Figure 1. A method to reduce the computational complexity of realistic models of neurons.

(a) (left) typical 3D reconstruction of a realistic hippocampal CA1 pyramidal neuron (cell c70863 from the neuromorpho.org public archive), composed by 843 membrane segments; red circles indicate synapses location; different colors for dendrites highlight the different clusters used for this kind of cell population; (middle) Flow-chart illustrating the main steps to reduce a morphologically and biophysically detailed neuron model into a reduced, but functionally equivalent, version; (right) schematic representation of the equivalent model (27 membrane segments) obtained after application of the reduction method. (b) Somatic membrane potential of the full (black traces) and the reduced (red traces) model during a simulation activating 140 (left) or 420 (right) synapses. (c) (left) Average (n = 10, ±sd) number of APs elicited in 500 ms long simulations as a function of the number of synaptic inputs activated in the original (black) or in the reduced (red) model; the two curves are statistically indistinguishable (Wilcoxon Signed Rank test, p = 0.879); (right) normalized InterSpike Interval (ISI) distribution, from 10 simulations of the original (black) or the reduced (red) model during a simulation activating 140 synapses; the two curves are statistically indistinguishable (Wilcoxon Signed Rank Sum test, p = 0.626).

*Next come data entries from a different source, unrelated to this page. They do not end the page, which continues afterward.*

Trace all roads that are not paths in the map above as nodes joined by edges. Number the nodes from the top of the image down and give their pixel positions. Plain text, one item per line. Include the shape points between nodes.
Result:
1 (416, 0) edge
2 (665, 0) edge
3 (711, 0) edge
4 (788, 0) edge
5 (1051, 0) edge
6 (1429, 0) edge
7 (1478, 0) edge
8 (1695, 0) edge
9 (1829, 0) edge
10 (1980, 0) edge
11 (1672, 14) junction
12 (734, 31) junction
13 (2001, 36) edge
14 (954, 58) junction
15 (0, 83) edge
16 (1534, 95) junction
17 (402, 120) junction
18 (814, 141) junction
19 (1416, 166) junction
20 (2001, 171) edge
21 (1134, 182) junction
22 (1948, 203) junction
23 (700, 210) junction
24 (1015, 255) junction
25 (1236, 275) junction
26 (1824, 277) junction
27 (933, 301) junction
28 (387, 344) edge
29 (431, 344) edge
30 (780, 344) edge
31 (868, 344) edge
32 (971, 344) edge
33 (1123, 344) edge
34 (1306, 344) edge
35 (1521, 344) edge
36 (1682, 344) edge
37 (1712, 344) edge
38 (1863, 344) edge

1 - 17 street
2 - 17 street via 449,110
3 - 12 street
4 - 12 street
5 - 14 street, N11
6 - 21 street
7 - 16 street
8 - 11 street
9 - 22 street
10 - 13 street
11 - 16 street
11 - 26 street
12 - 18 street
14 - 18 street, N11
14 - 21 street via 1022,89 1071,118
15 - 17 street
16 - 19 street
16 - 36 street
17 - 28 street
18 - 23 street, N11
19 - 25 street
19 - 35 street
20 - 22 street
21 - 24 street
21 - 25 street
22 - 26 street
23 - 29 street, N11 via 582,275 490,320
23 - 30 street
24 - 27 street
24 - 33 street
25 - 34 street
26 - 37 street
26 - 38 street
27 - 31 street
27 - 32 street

Figure 2. The method is accurate and robust to fluctuations of model parameters.

(a) Schematic representation of accuracy calculation in a typical case (cell cd1152); somatic traces obtained from simulations of the full (black) and reduced (red) model were scanned to test for mismatch of spikes or silent periods occurring within a variable time window (see Methods); light green: True Positive; dark green: True Negative; light pink: False Positive; dark pink: False Negative; Accuracy = 0.9; (b) accuracy of the reduced model for cell c70863 as a function of the number of active synaptic inputs using the original set of the full model parameters (black), and average accuracy (n = 10) for ±25% or ±20% random fluctuations in peak channels conductance (red) or in the critical input max Stim (blue), respectively.

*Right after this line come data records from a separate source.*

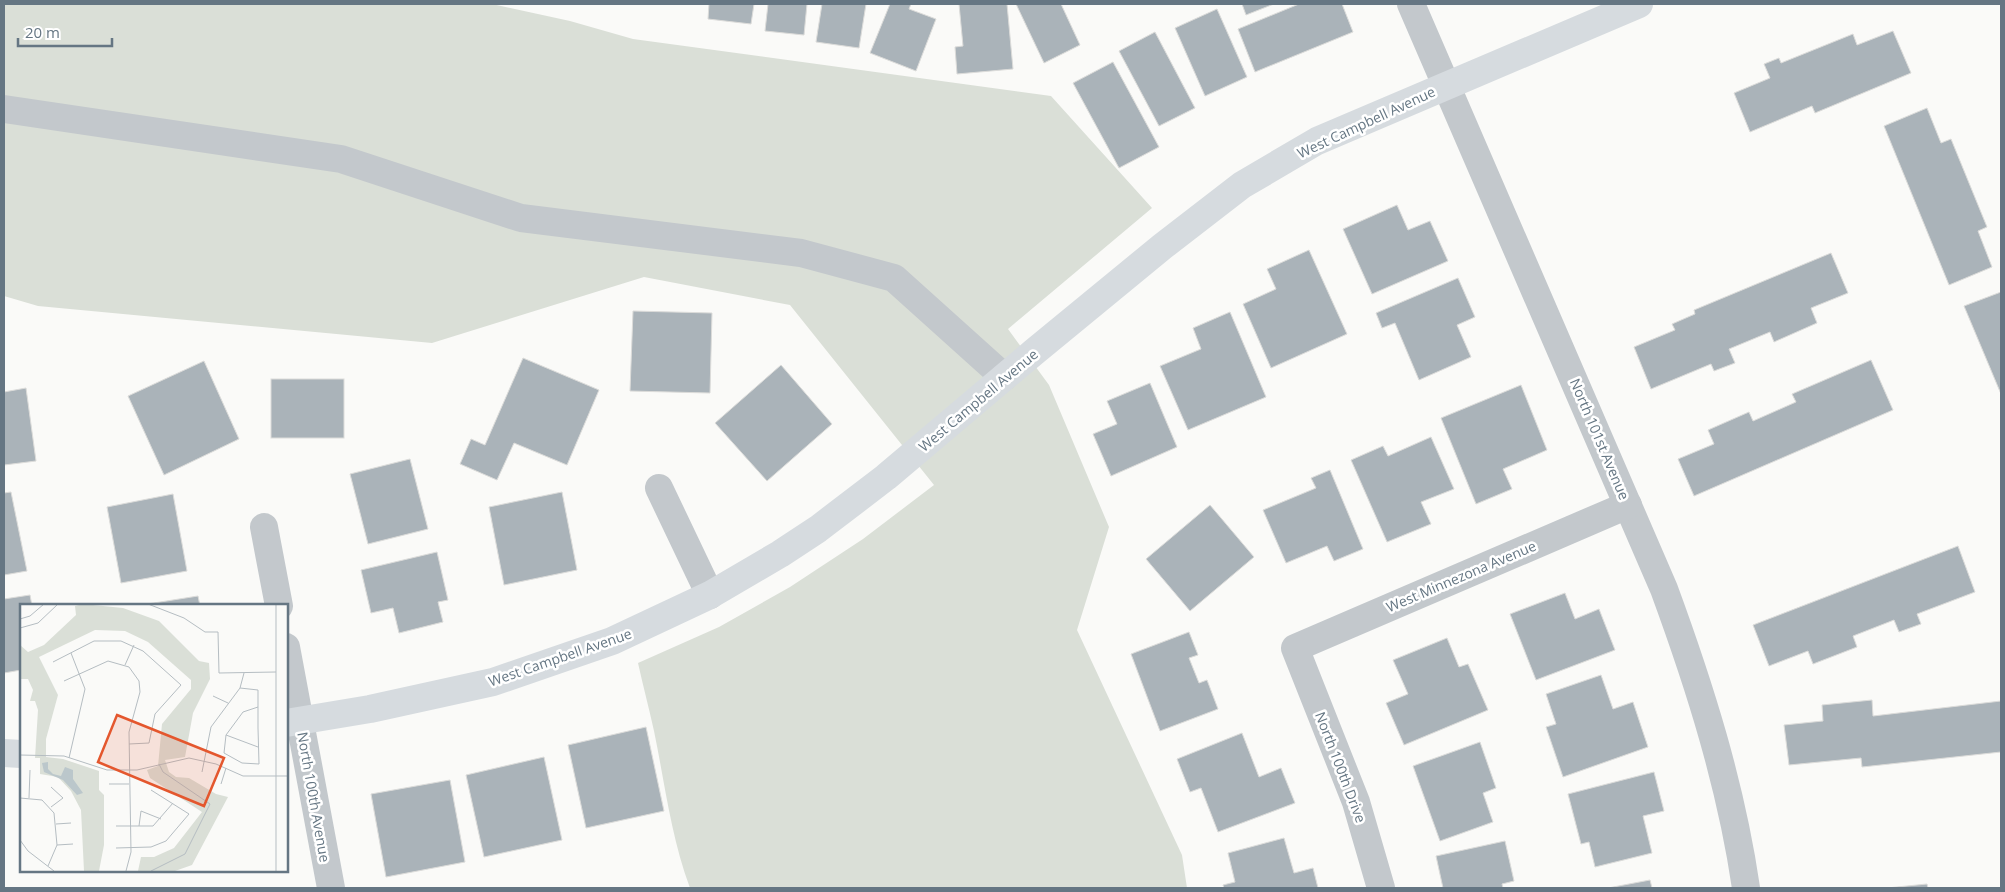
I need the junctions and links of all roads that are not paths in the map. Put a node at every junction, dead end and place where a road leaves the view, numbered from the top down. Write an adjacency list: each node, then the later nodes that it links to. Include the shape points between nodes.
1 (1411, 4): 3 (street, North 101st Avenue)
2 (1640, 4): 3 (street, West Campbell Avenue)
3 (1446, 86): 5 (street, West Campbell Avenue, via 1317,141 1242,185); 7 (street, North 101st Avenue)
4 (4, 109): 5 (street, via 341,158 521,218 801,253 885,275 894,278)
5 (1004, 377): 9 (street, West Campbell Avenue, via 886,477 818,529)
6 (659, 488): 9 (street)
7 (1628, 505): 11 (street, West Minnezona Avenue); 18 (street, North 101st Avenue, via 1664,589 1699,688 1718,753)
8 (264, 527): 10 (street)
9 (710, 595): 13 (street, West Campbell Avenue, via 612,642 493,682 370,709)
10 (279, 604)
11 (1295, 648): 17 (street, North 100th Drive, via 1356,802)
12 (288, 668): 13 (street, North 100th Avenue)
13 (293, 721): 16 (street, North 100th Avenue)
14 (4, 753): 15 (street)
15 (20, 754)
16 (331, 888)
17 (1381, 888)
18 (1746, 888)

Figure 3. The method is accurate for different morphologies.

(a) Average accuracy (n = 17, ±sd) obtained for the reduced models of all morphologies as a function of the number of active synaptic inputs; (b) average accuracy for the reduced model of each morphology, from 260 simulations using a different number of synaptic inputs with random spatial redistribution, activation times, and peak conductance; (c) average accuracy for 10, 140, and 340 synaptic inputs as a function of the simulation length; in all cases, α = 0.35 and τ = 10 ms; (d) average accuracy (n = 170) obtained for the reduced models of all morphologies from 500 ms long simulations with 10, 140, and 340 synaptic inputs as a function of τ (black plots, α = 0.35), and as a function of α (gray plots, τ = 10 ms).

Figure 4. The method greatly reduces the run time.

(black) Average runtime for a 500 ms simulation, as a function of the number of active synaptic inputs (α = 0.35, τ = 10 ms), for the original models (circles) and their reduced version (triangles). (gray) Average run time reduction (error bars represent 95% confidence interval).